2023年2月7日の日本経済新聞の朝刊に

医療費抑制策、都道府県に策定義務化~改正案が判明~

という記事が掲載されました。

2024 年4月から都道府県ごとに医療費抑制策の策定を義務付け、国民健康保険に関する各自治体の運営方針に記載します

これは高齢者数がピークになる40年に備えて膨張が続く医療費を抑え、保険制度の持続性を高める狙いがありますが、罰則はなく実効性には課題が残ります。

国保の運営主体は市町村など小規模の自治体が多く、財政が不安定になりやすいのですが、少子高齢化が進んでも各市町村が安定して制度を維持できるよう、都道府県が6年ごとを目安に統一的な方針を見直しています。

この方針に医療費抑制の具体策の記載を義務付けると改正案に明記しました。

現在は国保の医療費や財政の見通し、標準的な保険料の算定方式などの記載は必須ですが、医療費の抑制策は任意でした。

病院同士の効率的な連携や後発医薬品の利用拡大などの方針を明確にし、自治体に行動を促します。

費用がどう増え、対策の抑制効果が出ているかを可視化し、医療費のムダ削減や地域で異なる保険料の是正につなげます。

抑制策の記載は義務付けますが、目標未達でも罰則などは設けません。

その他一連の改正案には現役世代の医療費の負担を軽減するための制度見直しも複数盛りこんでいます。

75歳以上が加入する後期高齢者医療制度は、窓口負担を除いた約17兆円の年間医療費のうち1割を後期高齢者の保険料、4割を現役世代の拠出金、5割を公費で賄っています。

1人当たり保険料は制度創設の08年度から2割増えたのに対して、現役世代の拠出金は7割増えました。今後は伸び率が同じになるように負担割合の設定方法を見直します。

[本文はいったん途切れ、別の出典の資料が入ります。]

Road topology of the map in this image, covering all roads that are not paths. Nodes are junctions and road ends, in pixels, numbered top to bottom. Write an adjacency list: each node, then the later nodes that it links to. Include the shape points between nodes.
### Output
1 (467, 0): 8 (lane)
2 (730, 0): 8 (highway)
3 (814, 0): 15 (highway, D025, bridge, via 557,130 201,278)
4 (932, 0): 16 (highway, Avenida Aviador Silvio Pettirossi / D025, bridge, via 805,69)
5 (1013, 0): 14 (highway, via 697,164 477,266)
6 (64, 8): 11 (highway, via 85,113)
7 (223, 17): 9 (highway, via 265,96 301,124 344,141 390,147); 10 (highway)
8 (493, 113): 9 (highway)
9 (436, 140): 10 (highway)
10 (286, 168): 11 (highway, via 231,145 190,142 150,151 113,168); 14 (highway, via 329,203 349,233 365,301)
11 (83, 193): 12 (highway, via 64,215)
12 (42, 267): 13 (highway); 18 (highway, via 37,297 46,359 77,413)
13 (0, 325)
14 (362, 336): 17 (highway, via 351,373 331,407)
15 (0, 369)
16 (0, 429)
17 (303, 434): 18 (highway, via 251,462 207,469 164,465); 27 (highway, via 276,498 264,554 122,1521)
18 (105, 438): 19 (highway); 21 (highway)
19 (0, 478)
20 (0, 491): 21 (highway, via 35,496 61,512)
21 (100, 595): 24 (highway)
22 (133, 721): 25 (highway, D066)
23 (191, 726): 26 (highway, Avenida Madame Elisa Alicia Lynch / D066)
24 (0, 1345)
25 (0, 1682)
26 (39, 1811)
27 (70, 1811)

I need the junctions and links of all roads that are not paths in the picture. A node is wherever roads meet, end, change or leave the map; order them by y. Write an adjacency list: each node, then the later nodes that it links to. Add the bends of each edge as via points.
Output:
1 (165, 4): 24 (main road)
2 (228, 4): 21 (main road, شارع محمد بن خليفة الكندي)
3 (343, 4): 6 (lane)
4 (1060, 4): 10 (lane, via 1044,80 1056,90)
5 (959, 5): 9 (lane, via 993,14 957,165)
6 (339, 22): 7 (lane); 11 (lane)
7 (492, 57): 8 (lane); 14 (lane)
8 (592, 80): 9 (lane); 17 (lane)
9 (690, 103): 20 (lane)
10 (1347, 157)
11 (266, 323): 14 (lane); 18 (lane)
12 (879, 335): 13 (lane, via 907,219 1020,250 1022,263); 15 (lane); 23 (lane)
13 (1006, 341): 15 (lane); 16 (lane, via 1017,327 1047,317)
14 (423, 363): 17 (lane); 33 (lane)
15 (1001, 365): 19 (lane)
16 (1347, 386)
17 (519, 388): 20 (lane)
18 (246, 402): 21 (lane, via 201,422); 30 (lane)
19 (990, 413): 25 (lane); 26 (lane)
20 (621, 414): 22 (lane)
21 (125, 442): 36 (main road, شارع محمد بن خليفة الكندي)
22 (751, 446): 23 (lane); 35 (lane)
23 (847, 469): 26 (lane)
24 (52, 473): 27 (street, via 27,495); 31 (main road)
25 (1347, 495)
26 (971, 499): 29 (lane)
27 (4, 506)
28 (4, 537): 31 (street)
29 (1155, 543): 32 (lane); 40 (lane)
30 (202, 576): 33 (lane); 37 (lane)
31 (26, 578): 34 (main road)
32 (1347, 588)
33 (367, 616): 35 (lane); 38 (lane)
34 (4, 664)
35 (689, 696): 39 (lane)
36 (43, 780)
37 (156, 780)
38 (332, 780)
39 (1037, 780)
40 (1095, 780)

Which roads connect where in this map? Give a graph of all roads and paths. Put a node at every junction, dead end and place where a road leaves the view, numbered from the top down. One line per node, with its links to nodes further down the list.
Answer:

後期高齢者の約4割を対象に、負担する保険料を収入に応じて引き上げるとともに、上限額を現在の年66万円から80万円に上げます。

24年度から段階的に負担増を進めます。

財源の多くが現役世代の保険料で賄われている出産育児一時金について、後期高齢者も財源を負担するようにし、幅広い世代が子育てを支援する仕組みにします。

65~74歳の前期高齢者の医療費の財源を現役世代が負担する支援金は、収入に応じて拠出
にメリハリをつけます。

大企業の健康保険組合の加入者は負担が増えますが、中小企業の従業員らが入る全国健康保険協会は負担が減ります。

かかりつけ医については役割や機能を法定化したうえで、国民や患者への情報提供を強化します。

かかりつけ医として各医療機関がどう役割を果たすかの報告を都道府県知事が受ける仕組みにします。

22年度から団塊の世代が75歳以上の後期高齢者になり始め、社会保障費の膨張が加速します。

医療や介護の保険制度の維持は私たちの生活にも密着した問題でもありますので、今後の動向に注目していきたいですね。